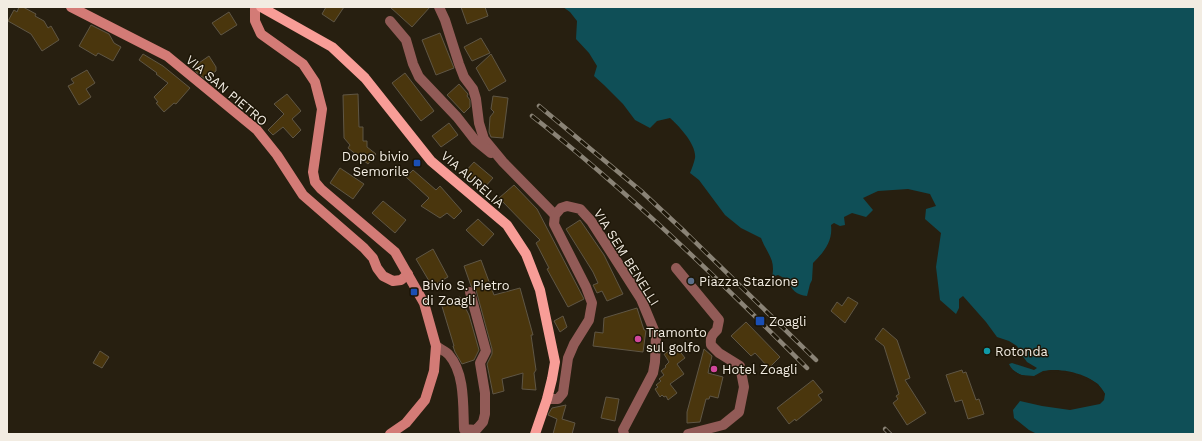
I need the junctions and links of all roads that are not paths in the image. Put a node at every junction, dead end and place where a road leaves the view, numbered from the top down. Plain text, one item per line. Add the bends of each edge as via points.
1 (71, 7) edge
2 (255, 7) edge
3 (261, 7) edge
4 (439, 7) edge
5 (390, 21) dead end
6 (501, 160) junction
7 (555, 215) junction
8 (676, 268) dead end
9 (408, 274) junction
10 (470, 292) dead end
11 (436, 346) junction
12 (547, 399) junction
13 (390, 434) edge
14 (535, 434) edge
15 (624, 434) edge
16 (688, 434) edge

1 - 9 street, VIA SAN PIETRO via 167,56 257,130 303,195 364,248 383,276 393,281 401,280
2 - 9 street via 255,21 260,34 303,64 315,82 322,109 313,172 314,182 395,252
3 - 12 main road, VIA AURELIA via 332,47 365,78 431,161 507,226 526,254 540,290 554,362
4 - 6 street via 464,77 473,89 484,139
5 - 6 street via 406,40 419,77 457,117 474,140
6 - 7 street
7 - 12 street via 554,224 592,303 589,320 568,358 563,393 558,399
7 - 15 street, VIA SEM BENELLI via 567,206 580,209 591,221 641,299 656,335 653,373 623,430
8 - 16 street via 719,320 717,330 710,339 711,344 740,366 744,387 739,412 723,425
9 - 11 street via 424,303
10 - 11 street via 486,351 480,363 486,406 482,422 476,430 464,429 461,381 449,354
11 - 13 street via 434,371 425,400 406,423
12 - 14 main road, VIA AURELIA

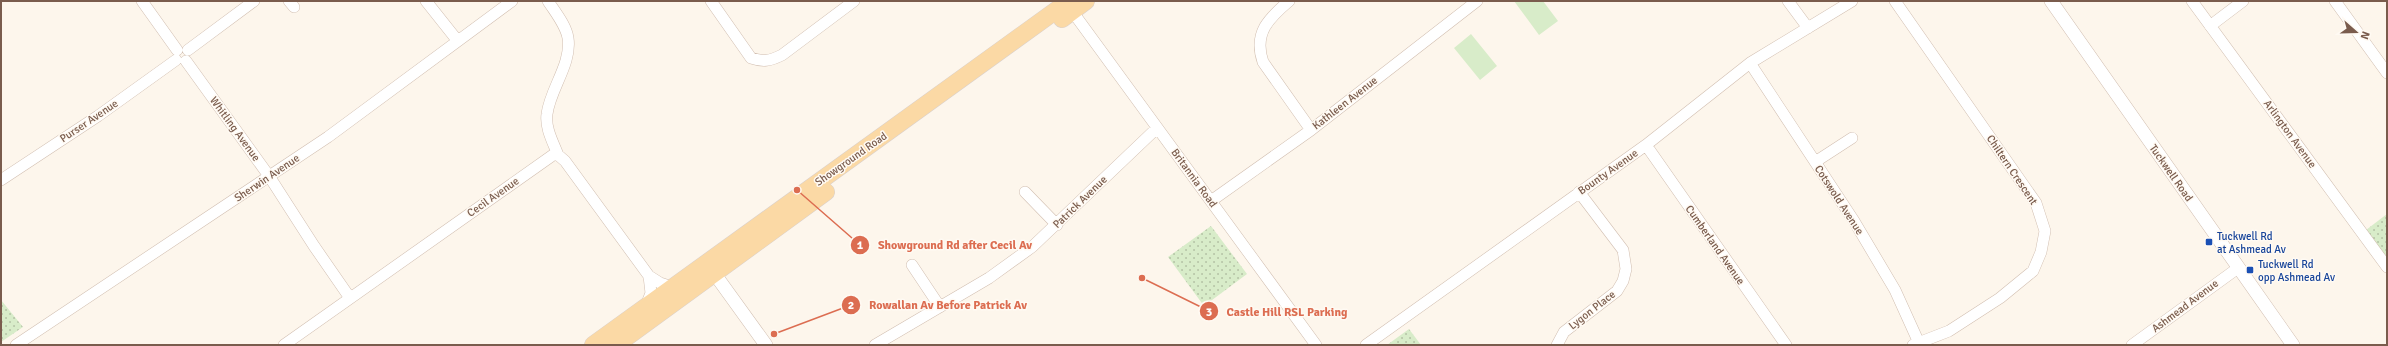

Your task:
Please output every record above exactly. Leave the pictures out.

Finished task:
I need the junctions and links of all roads that are not paths in the image. Put a node at every junction, dead end and place where a road leaves the view, numbered from the top down. Plain text, one item per line. Add the bends of each edge as via points.
1 (71, 7) edge
2 (255, 7) edge
3 (261, 7) edge
4 (439, 7) edge
5 (390, 21) dead end
6 (501, 160) junction
7 (555, 215) junction
8 (676, 268) dead end
9 (408, 274) junction
10 (470, 292) dead end
11 (436, 346) junction
12 (547, 399) junction
13 (390, 434) edge
14 (535, 434) edge
15 (624, 434) edge
16 (688, 434) edge

1 - 9 street, VIA SAN PIETRO via 167,56 257,130 303,195 364,248 383,276 393,281 401,280
2 - 9 street via 255,21 260,34 303,64 315,82 322,109 313,172 314,182 395,252
3 - 12 main road, VIA AURELIA via 332,47 365,78 431,161 507,226 526,254 540,290 554,362
4 - 6 street via 464,77 473,89 484,139
5 - 6 street via 406,40 419,77 457,117 474,140
6 - 7 street
7 - 12 street via 554,224 592,303 589,320 568,358 563,393 558,399
7 - 15 street, VIA SEM BENELLI via 567,206 580,209 591,221 641,299 656,335 653,373 623,430
8 - 16 street via 719,320 717,330 710,339 711,344 740,366 744,387 739,412 723,425
9 - 11 street via 424,303
10 - 11 street via 486,351 480,363 486,406 482,422 476,430 464,429 461,381 449,354
11 - 13 street via 434,371 425,400 406,423
12 - 14 main road, VIA AURELIA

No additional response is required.